[Provided information]:

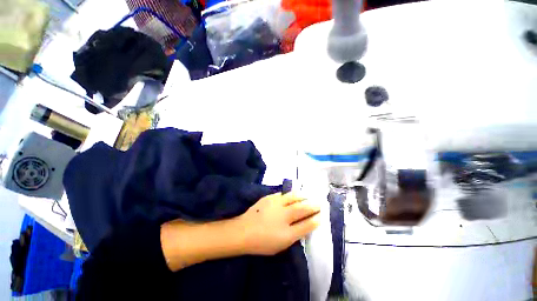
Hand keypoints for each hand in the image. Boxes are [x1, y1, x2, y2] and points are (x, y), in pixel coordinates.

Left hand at [237, 193, 320, 255]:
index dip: (316, 219)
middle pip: (302, 208)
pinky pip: (284, 194)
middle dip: (313, 205)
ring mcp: (275, 204)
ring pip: (294, 197)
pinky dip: (291, 194)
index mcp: (286, 233)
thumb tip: (306, 225)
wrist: (243, 231)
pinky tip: (294, 195)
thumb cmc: (262, 242)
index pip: (307, 225)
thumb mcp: (281, 245)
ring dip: (303, 196)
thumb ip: (295, 235)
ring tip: (308, 196)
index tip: (322, 215)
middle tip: (320, 203)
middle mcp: (283, 216)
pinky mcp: (269, 197)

[Your instructions]:
Repeat, exactly as they stand, the line that contains "ring dip: (303, 196)" and all the lines after it in the data above.

[Response for this exercise]:
ring dip: (303, 196)
thumb ip: (295, 235)
ring tip: (308, 196)
index tip: (322, 215)
middle tip: (320, 203)
middle mcp: (283, 216)
pinky mcp: (269, 197)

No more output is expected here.